Input data
▼

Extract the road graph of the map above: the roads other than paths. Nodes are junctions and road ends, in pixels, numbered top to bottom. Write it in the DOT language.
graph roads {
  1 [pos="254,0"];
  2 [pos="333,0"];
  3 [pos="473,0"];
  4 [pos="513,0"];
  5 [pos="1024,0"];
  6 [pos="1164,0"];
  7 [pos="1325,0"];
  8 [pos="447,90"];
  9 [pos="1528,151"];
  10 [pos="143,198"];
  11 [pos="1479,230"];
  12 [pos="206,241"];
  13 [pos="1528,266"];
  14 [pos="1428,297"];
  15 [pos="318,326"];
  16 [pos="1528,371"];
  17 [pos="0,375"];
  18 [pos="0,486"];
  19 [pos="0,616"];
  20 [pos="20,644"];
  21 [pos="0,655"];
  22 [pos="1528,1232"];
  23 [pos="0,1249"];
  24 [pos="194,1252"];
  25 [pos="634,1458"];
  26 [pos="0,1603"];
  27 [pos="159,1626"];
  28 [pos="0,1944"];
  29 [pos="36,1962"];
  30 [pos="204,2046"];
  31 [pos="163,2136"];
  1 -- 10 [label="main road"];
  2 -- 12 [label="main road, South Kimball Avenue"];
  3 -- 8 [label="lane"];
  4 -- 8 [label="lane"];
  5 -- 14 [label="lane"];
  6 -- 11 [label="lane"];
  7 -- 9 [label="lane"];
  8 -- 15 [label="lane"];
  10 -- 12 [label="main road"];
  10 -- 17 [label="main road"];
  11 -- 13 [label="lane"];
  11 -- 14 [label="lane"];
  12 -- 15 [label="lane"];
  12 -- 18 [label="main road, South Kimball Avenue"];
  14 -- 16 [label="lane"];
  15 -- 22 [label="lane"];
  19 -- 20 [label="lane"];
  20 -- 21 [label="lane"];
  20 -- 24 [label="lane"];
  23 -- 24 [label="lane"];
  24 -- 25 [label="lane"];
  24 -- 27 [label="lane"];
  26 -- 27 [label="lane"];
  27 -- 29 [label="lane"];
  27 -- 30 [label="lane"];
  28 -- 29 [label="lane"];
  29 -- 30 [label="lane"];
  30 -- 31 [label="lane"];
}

▲

Type out the entries again, word for word.

Extract the road graph of the map above: the roads other than paths. Nodes are junctions and road ends, in pixels, numbered top to bottom. Write it in the DOT language.
graph roads {
  1 [pos="254,0"];
  2 [pos="333,0"];
  3 [pos="473,0"];
  4 [pos="513,0"];
  5 [pos="1024,0"];
  6 [pos="1164,0"];
  7 [pos="1325,0"];
  8 [pos="447,90"];
  9 [pos="1528,151"];
  10 [pos="143,198"];
  11 [pos="1479,230"];
  12 [pos="206,241"];
  13 [pos="1528,266"];
  14 [pos="1428,297"];
  15 [pos="318,326"];
  16 [pos="1528,371"];
  17 [pos="0,375"];
  18 [pos="0,486"];
  19 [pos="0,616"];
  20 [pos="20,644"];
  21 [pos="0,655"];
  22 [pos="1528,1232"];
  23 [pos="0,1249"];
  24 [pos="194,1252"];
  25 [pos="634,1458"];
  26 [pos="0,1603"];
  27 [pos="159,1626"];
  28 [pos="0,1944"];
  29 [pos="36,1962"];
  30 [pos="204,2046"];
  31 [pos="163,2136"];
  1 -- 10 [label="main road"];
  2 -- 12 [label="main road, South Kimball Avenue"];
  3 -- 8 [label="lane"];
  4 -- 8 [label="lane"];
  5 -- 14 [label="lane"];
  6 -- 11 [label="lane"];
  7 -- 9 [label="lane"];
  8 -- 15 [label="lane"];
  10 -- 12 [label="main road"];
  10 -- 17 [label="main road"];
  11 -- 13 [label="lane"];
  11 -- 14 [label="lane"];
  12 -- 15 [label="lane"];
  12 -- 18 [label="main road, South Kimball Avenue"];
  14 -- 16 [label="lane"];
  15 -- 22 [label="lane"];
  19 -- 20 [label="lane"];
  20 -- 21 [label="lane"];
  20 -- 24 [label="lane"];
  23 -- 24 [label="lane"];
  24 -- 25 [label="lane"];
  24 -- 27 [label="lane"];
  26 -- 27 [label="lane"];
  27 -- 29 [label="lane"];
  27 -- 30 [label="lane"];
  28 -- 29 [label="lane"];
  29 -- 30 [label="lane"];
  30 -- 31 [label="lane"];
}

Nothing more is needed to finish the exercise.